> **WORK ORDER**
In the listing that follows, copy out each line that includes the word "Left".

> **SOURCE INFORMATION**

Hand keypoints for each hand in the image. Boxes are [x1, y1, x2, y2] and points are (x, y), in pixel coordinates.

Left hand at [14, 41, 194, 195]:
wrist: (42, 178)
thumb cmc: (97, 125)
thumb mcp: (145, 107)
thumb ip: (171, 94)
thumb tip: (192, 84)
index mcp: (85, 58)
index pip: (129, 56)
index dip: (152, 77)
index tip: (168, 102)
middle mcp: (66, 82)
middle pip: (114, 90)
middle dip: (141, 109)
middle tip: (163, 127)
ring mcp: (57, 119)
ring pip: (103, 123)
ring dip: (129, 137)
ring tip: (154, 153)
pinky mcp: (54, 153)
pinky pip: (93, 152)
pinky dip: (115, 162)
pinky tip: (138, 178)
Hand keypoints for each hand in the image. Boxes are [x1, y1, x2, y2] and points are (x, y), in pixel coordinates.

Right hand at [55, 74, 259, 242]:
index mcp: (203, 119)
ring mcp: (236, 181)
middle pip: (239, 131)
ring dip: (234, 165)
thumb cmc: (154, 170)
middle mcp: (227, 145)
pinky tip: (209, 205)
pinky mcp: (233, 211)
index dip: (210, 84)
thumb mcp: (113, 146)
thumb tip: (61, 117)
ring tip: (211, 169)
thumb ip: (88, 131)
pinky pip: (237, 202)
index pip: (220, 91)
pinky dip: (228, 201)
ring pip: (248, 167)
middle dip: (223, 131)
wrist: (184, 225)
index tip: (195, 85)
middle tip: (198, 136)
* * *
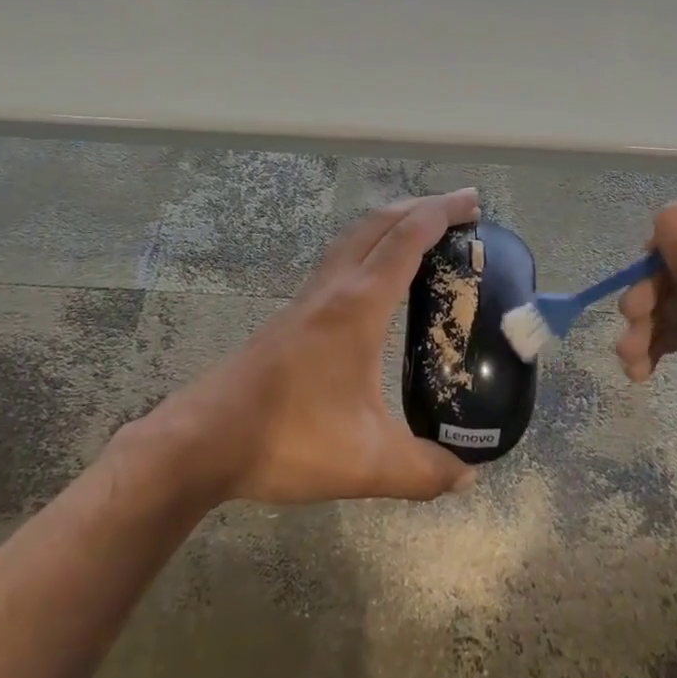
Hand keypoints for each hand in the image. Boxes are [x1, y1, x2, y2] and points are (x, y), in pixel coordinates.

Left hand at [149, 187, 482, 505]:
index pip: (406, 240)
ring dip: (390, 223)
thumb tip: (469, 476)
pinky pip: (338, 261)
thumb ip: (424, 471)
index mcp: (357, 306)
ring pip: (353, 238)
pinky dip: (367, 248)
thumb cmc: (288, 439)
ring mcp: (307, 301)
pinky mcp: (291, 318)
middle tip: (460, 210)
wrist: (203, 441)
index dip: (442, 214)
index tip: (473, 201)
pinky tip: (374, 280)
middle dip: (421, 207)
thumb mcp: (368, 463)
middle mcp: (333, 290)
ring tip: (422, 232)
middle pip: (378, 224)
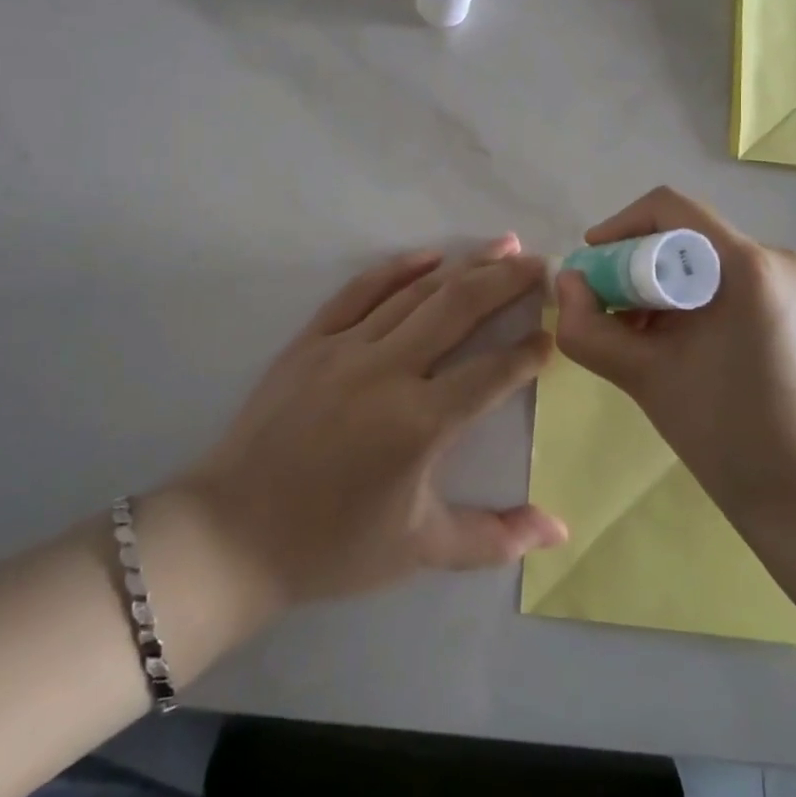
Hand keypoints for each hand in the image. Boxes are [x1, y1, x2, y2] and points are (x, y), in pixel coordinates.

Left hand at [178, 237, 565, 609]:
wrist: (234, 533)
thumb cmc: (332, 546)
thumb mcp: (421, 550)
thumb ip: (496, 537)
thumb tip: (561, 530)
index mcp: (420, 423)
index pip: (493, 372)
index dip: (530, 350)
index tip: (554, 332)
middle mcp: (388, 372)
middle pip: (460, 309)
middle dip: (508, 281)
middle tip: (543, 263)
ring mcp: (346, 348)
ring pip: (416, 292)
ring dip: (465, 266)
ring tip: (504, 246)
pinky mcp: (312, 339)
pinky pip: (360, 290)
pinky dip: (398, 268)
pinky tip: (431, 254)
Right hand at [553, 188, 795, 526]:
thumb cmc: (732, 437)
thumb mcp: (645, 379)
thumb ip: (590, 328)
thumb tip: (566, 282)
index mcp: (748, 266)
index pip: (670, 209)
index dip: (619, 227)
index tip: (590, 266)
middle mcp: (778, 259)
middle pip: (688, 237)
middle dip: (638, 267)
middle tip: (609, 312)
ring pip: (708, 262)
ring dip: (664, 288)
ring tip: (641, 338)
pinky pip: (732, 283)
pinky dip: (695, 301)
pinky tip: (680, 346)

> **TASK OUTPUT**
Left hand at [14, 41, 194, 195]:
Left hand at [149, 187, 482, 505]:
Left hand at [178, 237, 565, 609]:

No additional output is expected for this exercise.